TT pushed back hard on the same issue of response to child sex abuse in the church, suggesting an appropriate response by a Christian group which has had more than their share of child abuse reports link.
"If I was the head of an organization where this kind of behavior had been taking place for years, even though if I didn't actually perform this kind of behavior, even if I didn't even know about the behavior, the only thing I would say is 'I'm sick. I'm sorry. I will do whatever I need to do to help the victims and their families,'" Tchividjian added. "… If The Gospel Coalition would have said that, instead of Don Carson and Kevin DeYoung and Just Taylor, basically writing in the middle of the trial, a defense of C. J. That's a major blemish."
So, what in the world happened? Sometime around 5/18, both Joshua Harris and CJ Mahaney's names dropped off the TGC Council. When this was brought up, Joe Carter, executive editor of TGC claimed that had not been members of the council for a long time. Confronted with the evidence that their names had been listed the day before, Carter then said they had resigned. The Keller/Carson statement implied that they had gone of their own free will unlike Tchividjian.

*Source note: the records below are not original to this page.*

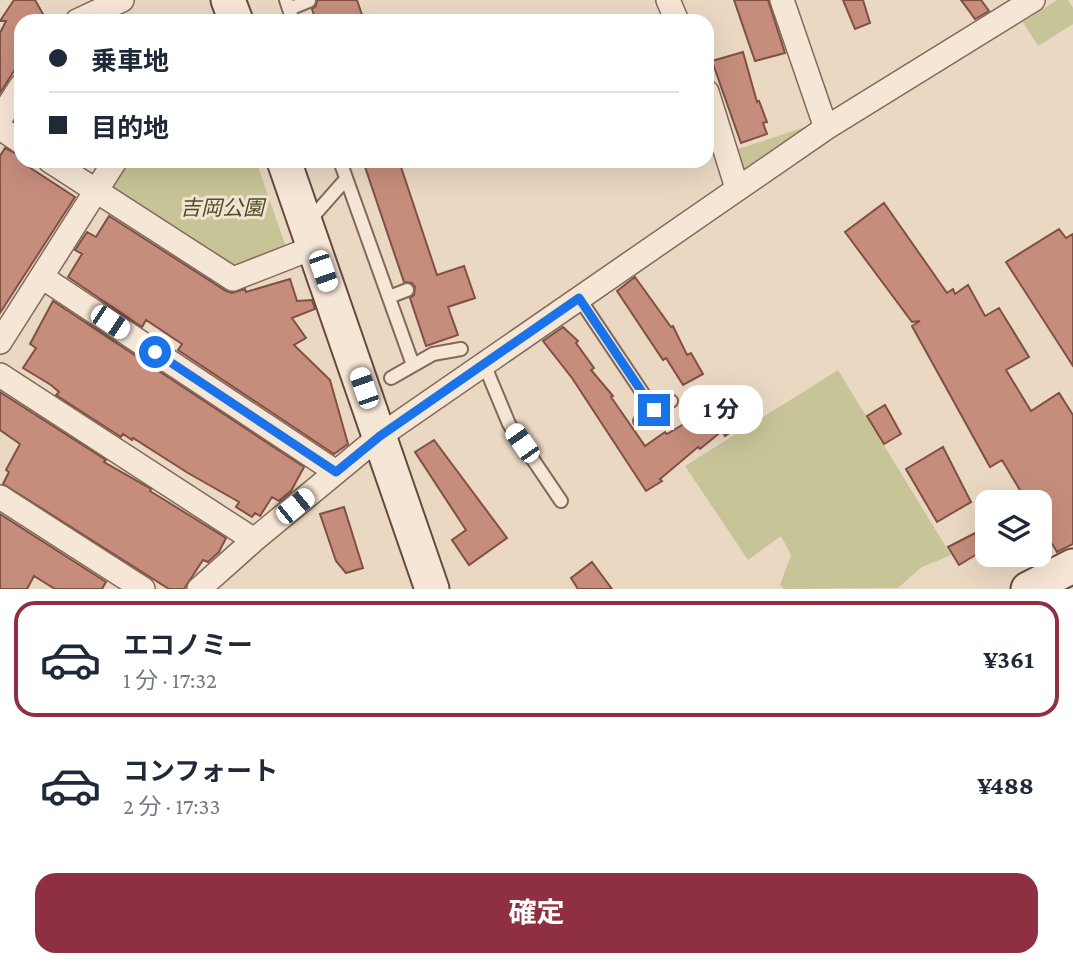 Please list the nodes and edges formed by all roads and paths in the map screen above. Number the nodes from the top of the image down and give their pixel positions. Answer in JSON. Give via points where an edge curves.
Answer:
{"nodes":[{"id":1,"x":122,"y":0,"type":"edge"},
{"id":2,"x":782,"y":0,"type":"edge"},
{"id":3,"x":1033,"y":0,"type":"edge"},
{"id":4,"x":309,"y":1,"type":"edge"},
{"id":5,"x":290,"y":10,"type":"edge"},
{"id":6,"x":92,"y":14,"type":"edge"},
{"id":7,"x":14,"y":97,"type":"edge"},
{"id":8,"x":714,"y":114,"type":"edge"},
{"id":9,"x":0,"y":119,"type":"edge"},
{"id":10,"x":826,"y":128,"type":"junction"},
{"id":11,"x":61,"y":168,"type":"edge"},
{"id":12,"x":112,"y":168,"type":"edge"},
{"id":13,"x":286,"y":168,"type":"edge"},
{"id":14,"x":342,"y":168,"type":"edge"},
{"id":15,"x":346,"y":179,"type":"junction"},
{"id":16,"x":737,"y":188,"type":"junction"},
{"id":17,"x":97,"y":191,"type":"junction"},
{"id":18,"x":310,"y":236,"type":"junction"},
{"id":19,"x":41,"y":277,"type":"junction"},
{"id":20,"x":407,"y":290,"type":"dead end"},
{"id":21,"x":389,"y":297,"type":"junction"},
{"id":22,"x":579,"y":298,"type":"junction"},
{"id":23,"x":0,"y":342,"type":"edge"},
{"id":24,"x":461,"y":349,"type":"dead end"},
{"id":25,"x":484,"y":364,"type":"junction"},
{"id":26,"x":414,"y":365,"type":"junction"},
{"id":27,"x":0,"y":374,"type":"edge"},
{"id":28,"x":391,"y":379,"type":"dead end"},
{"id":29,"x":671,"y":401,"type":"dead end"},
{"id":30,"x":654,"y":410,"type":"junction"},
{"id":31,"x":640,"y":421,"type":"dead end"},
{"id":32,"x":380,"y":436,"type":"junction"},
{"id":33,"x":336,"y":472,"type":"junction"},
{"id":34,"x":0,"y":497,"type":"edge"},
{"id":35,"x":561,"y":501,"type":"dead end"},
{"id":36,"x":254,"y":540,"type":"junction"},
{"id":37,"x":1073,"y":566,"type":"edge"},
{"id":38,"x":143,"y":589,"type":"edge"},
{"id":39,"x":199,"y":589,"type":"edge"},
{"id":40,"x":432,"y":589,"type":"edge"},
{"id":41,"x":1028,"y":589,"type":"edge"}],
"edges":[{"from":1,"to":6,"type":"street"},
{"from":2,"to":10,"type":"street"},
{"from":3,"to":10,"type":"street"},
{"from":4,"to":5,"type":"lane"},
{"from":7,"to":9,"type":"street"},
{"from":8,"to":16,"type":"street"},
{"from":10,"to":16,"type":"street"},
{"from":11,"to":17,"type":"street"},
{"from":12,"to":17,"type":"street"},
{"from":13,"to":18,"type":"street"},
{"from":14,"to":15,"type":"lane"},
{"from":15,"to":18,"type":"lane"},
{"from":15,"to":21,"type":"lane"},
{"from":16,"to":22,"type":"street"},
{"from":17,"to":18,"type":"street","via":[[233,279]]},
{"from":17,"to":19,"type":"street"},
{"from":18,"to":32,"type":"street"},
{"from":19,"to":23,"type":"street"},
{"from":19,"to":33,"type":"street"},
{"from":20,"to":21,"type":"lane"},
{"from":21,"to":26,"type":"lane"},
{"from":22,"to":25,"type":"street"},
{"from":22,"to":30,"type":"lane"},
{"from":24,"to":26,"type":"lane","via":[[433,354]]},
{"from":25,"to":32,"type":"street"},
{"from":25,"to":35,"type":"lane","via":[[509,424]]},
{"from":26,"to":28,"type":"lane"},
{"from":27,"to":36,"type":"street"},
{"from":29,"to":30,"type":"lane"},
{"from":30,"to":31,"type":"lane"},
{"from":32,"to":33,"type":"street"},
{"from":32,"to":40,"type":"street"},
{"from":33,"to":36,"type":"street"},
{"from":34,"to":38,"type":"street"},
{"from":36,"to":39,"type":"street"},
{"from":37,"to":41,"type":"street"}]} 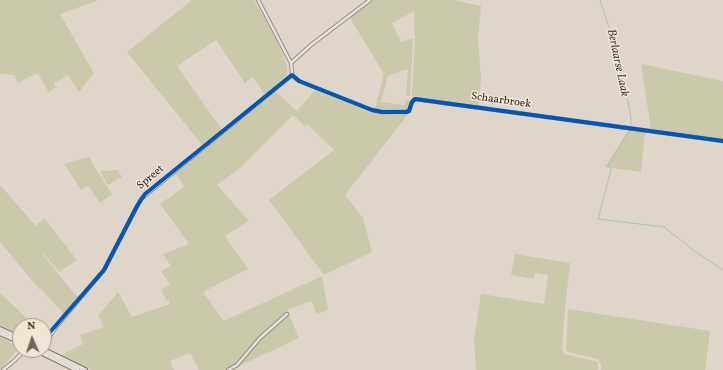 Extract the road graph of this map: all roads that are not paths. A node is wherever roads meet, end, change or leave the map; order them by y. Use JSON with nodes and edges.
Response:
{"nodes":[{"id":1,"x":258,"y":0,"type":"edge"},
{"id":2,"x":370,"y":0,"type":"edge"},
{"id":3,"x":291,"y":63,"type":"junction"},
{"id":4,"x":292,"y":75,"type":"junction"},
{"id":5,"x":723,"y":141,"type":"edge"},
{"id":6,"x":287,"y":314,"type":"dead end"},
{"id":7,"x":0,"y":329,"type":"edge"},
{"id":8,"x":0,"y":333,"type":"edge"},
{"id":9,"x":52,"y":333,"type":"edge"},
{"id":10,"x":12,"y":334,"type":"edge"},
{"id":11,"x":12,"y":338,"type":"edge"},
{"id":12,"x":52,"y":355,"type":"edge"},
{"id":13,"x":52,"y":356,"type":"edge"},
{"id":14,"x":17,"y":358,"type":"edge"},
{"id":15,"x":3,"y":370,"type":"edge"},
{"id":16,"x":77,"y":370,"type":"edge"},
{"id":17,"x":85,"y":370,"type":"edge"},
{"id":18,"x":228,"y":370,"type":"edge"}],
"edges":[{"from":1,"to":3,"type":"street"},
{"from":2,"to":3,"type":"street"},
{"from":3,"to":4,"type":"street"},
{"from":4,"to":5,"type":"street","name":"Schaarbroek"},
{"from":4,"to":9,"type":"street","name":"Spreet"},
{"from":6,"to":18,"type":"street"},
{"from":7,"to":10,"type":"main road"},
{"from":8,"to":11,"type":"main road"},
{"from":12,"to":17,"type":"main road"},
{"from":13,"to":16,"type":"main road"},
{"from":14,"to":15,"type":"street"}]} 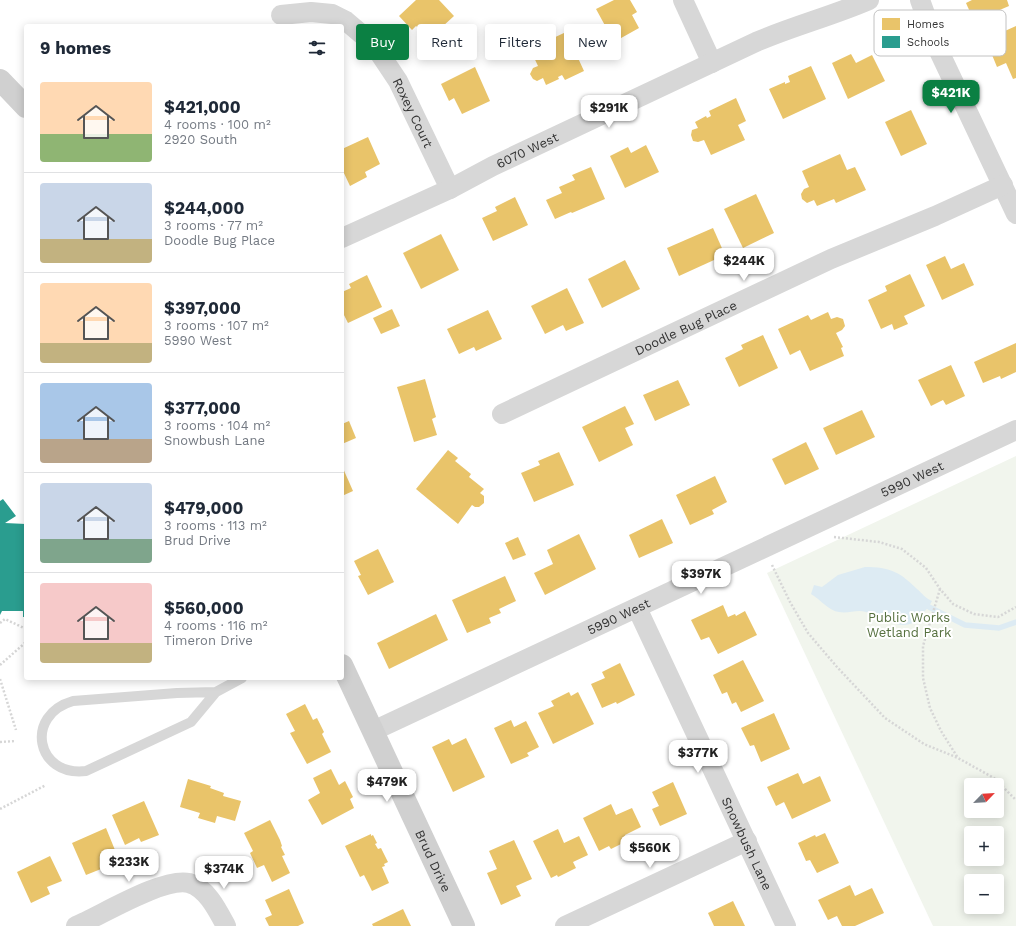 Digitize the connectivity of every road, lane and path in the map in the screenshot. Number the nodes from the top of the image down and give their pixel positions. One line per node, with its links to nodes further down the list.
1 (683, 0): 7 (street)
2 (869, 0): 7 (street, 6070 West)
3 (920, 0): 4 (street)
4 (924, 10)
5 (281, 15): 11 (street, Roxey Court)
6 (942, 56): 10 (street)
7 (712, 63): 11 (street, 6070 West)
8 (0, 80): 9 (main road)
9 (24, 105)
10 (1003, 186): 12 (street); 14 (street, Doodle Bug Place)
11 (450, 190): 13 (street, 6070 West)
12 (1016, 214)
13 (344, 237)
14 (502, 414)
15 (1016, 430): 20 (street, 5990 West)
16 (834, 537): 18 (path)
17 (772, 564): 33 (path)
18 (940, 589): 19 (path); 33 (path)
19 (1016, 607)
20 (638, 608): 30 (street, 5990 West); 37 (street, Snowbush Lane)
21 (0, 623): 22 (path)
22 (24, 628)
23 (24, 644): 24 (path)
24 (0, 666)
25 (344, 669): 30 (main road, Brud Drive)
26 (0, 679): 29 (path)
27 (238, 680): 28 (lane)
28 (216, 692): 28 (lane)
29 (16, 730)
30 (373, 731): 40 (main road, Brud Drive)
31 (16, 741): 32 (path)
32 (0, 742)
33 (958, 758): 35 (path)
34 (46, 785): 36 (path)
35 (1016, 800)
36 (0, 809)
37 (747, 841): 41 (street); 42 (street, Snowbush Lane)
38 (76, 926): 39 (street)
39 (226, 926)
40 (464, 926)
41 (566, 926)
42 (786, 926) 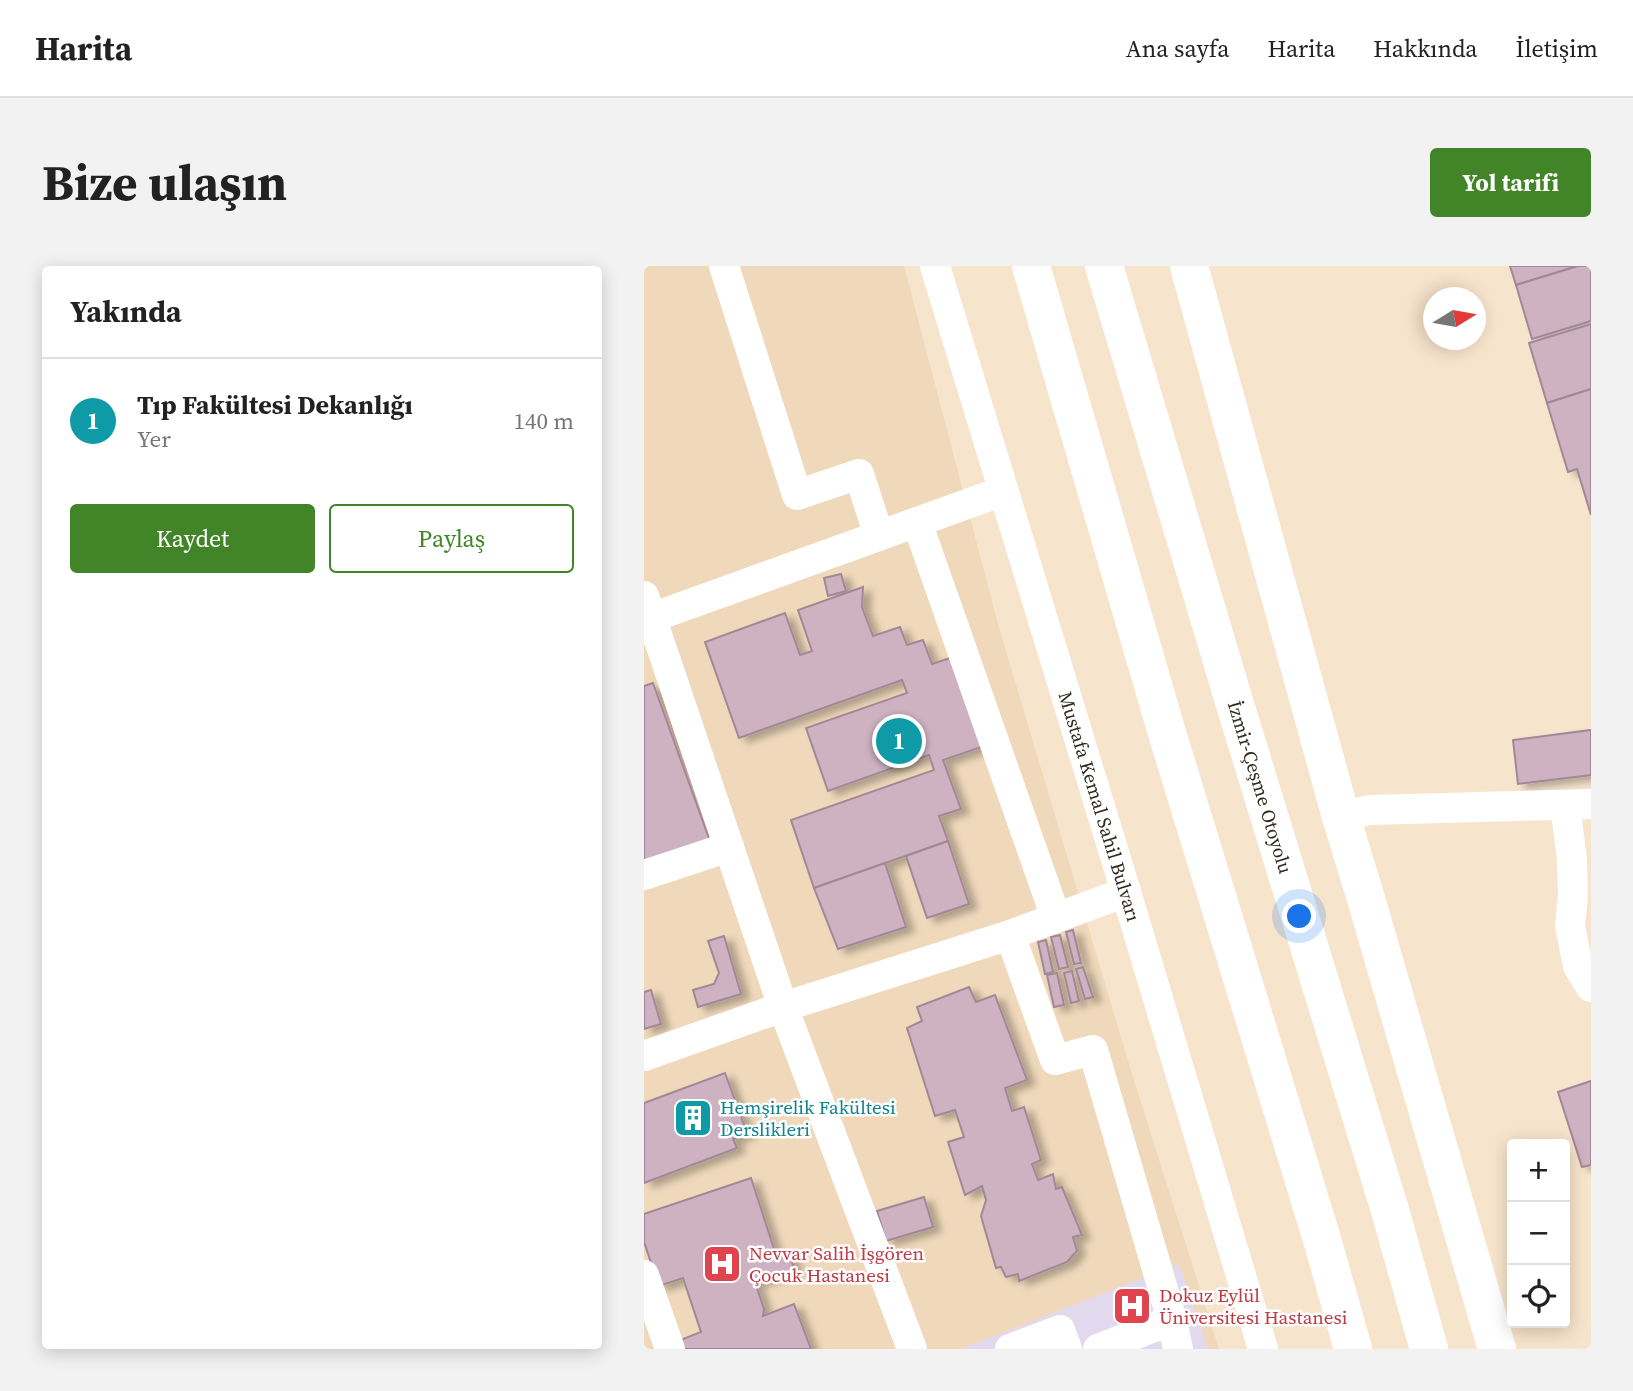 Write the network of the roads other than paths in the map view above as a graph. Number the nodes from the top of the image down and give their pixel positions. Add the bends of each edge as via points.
1 (724, 266) edge
2 (933, 266) edge
3 (1031, 266) edge
4 (1104, 266) edge
5 (1189, 266) edge
6 (995, 494) junction
7 (917, 522) junction
8 (879, 536) junction
9 (648, 607) edge
10 (1578, 804) edge
11 (1341, 817) junction
12 (729, 847) junction
13 (644, 875) edge
14 (1126, 892) junction
15 (1056, 918) junction
16 (1010, 935) junction
17 (1591, 987) edge
18 (783, 1006) junction
19 (644, 1056) edge
20 (644, 1275) edge
21 (1172, 1320) junction
22 (670, 1349) edge
23 (912, 1349) edge
24 (1010, 1349) edge
25 (1067, 1349) edge
26 (1098, 1349) edge
27 (1178, 1349) edge
28 (1263, 1349) edge
29 (1353, 1349) edge
30 (1429, 1349) edge
31 (1497, 1349) edge

1 - 8 street via 797,495 859,474
2 - 6 street, Mustafa Kemal Sahil Bulvarı
3 - 29 main road
4 - 30 main road, İzmir-Çeşme Otoyolu
5 - 11 main road
6 - 7 street
6 - 14 street, Mustafa Kemal Sahil Bulvarı
7 - 8 street
7 - 15 street
8 - 9 street
9 - 12 street
10 - 11 street via 1369,810
10 - 17 street via 1570,926 1578,967
11 - 31 main road
12 - 13 street
12 - 18 street
14 - 15 street
14 - 28 street, Mustafa Kemal Sahil Bulvarı
15 - 16 street
16 - 18 street
16 - 21 street via 1055,1060 1093,1050
18 - 19 street
18 - 23 street
20 - 22 street
21 - 26 street
21 - 27 street
24 - 25 street via 1060,1330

Both Joshua Harris and C. J. Mahaney were Council members who resigned their position, but though they came at the same time, it would be mistaken to think the reasons and processes for these decisions were the same. C. J. had been considering stepping out for a good while—both a year ago and a month ago he offered to do so for a variety of reasons, including a major move and change in his role, the responsibilities of a new church plant, and other issues. Joshua has spoken publicly about his reasons for resigning. In light of the ongoing civil suit against his church he felt it best for TGC if he stepped down.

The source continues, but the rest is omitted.